>>

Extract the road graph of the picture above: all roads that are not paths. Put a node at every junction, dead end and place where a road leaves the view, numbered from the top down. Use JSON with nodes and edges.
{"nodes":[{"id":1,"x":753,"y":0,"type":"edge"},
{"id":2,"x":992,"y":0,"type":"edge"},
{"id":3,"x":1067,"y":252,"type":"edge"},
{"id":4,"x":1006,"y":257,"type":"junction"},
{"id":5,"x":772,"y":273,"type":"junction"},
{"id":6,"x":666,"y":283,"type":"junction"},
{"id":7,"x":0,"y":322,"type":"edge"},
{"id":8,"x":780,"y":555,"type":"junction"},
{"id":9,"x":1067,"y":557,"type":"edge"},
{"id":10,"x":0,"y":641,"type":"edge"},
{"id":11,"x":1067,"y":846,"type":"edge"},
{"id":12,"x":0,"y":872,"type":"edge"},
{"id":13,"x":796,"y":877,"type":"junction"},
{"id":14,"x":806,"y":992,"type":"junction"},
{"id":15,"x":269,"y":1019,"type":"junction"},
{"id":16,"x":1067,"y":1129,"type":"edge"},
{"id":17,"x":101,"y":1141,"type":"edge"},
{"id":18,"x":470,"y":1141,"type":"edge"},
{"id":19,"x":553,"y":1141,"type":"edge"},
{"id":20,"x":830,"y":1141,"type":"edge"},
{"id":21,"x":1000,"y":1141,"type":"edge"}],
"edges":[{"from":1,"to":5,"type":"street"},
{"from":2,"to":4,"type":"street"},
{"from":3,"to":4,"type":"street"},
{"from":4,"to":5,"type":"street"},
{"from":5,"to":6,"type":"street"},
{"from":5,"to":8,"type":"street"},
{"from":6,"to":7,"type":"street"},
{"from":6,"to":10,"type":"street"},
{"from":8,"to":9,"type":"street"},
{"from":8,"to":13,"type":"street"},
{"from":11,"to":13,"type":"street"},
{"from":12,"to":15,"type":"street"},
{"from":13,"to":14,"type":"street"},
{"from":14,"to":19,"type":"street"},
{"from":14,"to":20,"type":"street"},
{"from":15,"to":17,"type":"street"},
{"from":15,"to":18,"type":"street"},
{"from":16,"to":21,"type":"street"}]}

<<

[TASK STATEMENT]:
Lines from the records above that hold "nodes" are the ones to list.

[EXERCISE SOLUTION]:
Extract the road graph of the picture above: all roads that are not paths. Put a node at every junction, dead end and place where a road leaves the view, numbered from the top down. Use JSON with nodes and edges.
{"nodes":[{"id":1,"x":753,"y":0,"type":"edge"},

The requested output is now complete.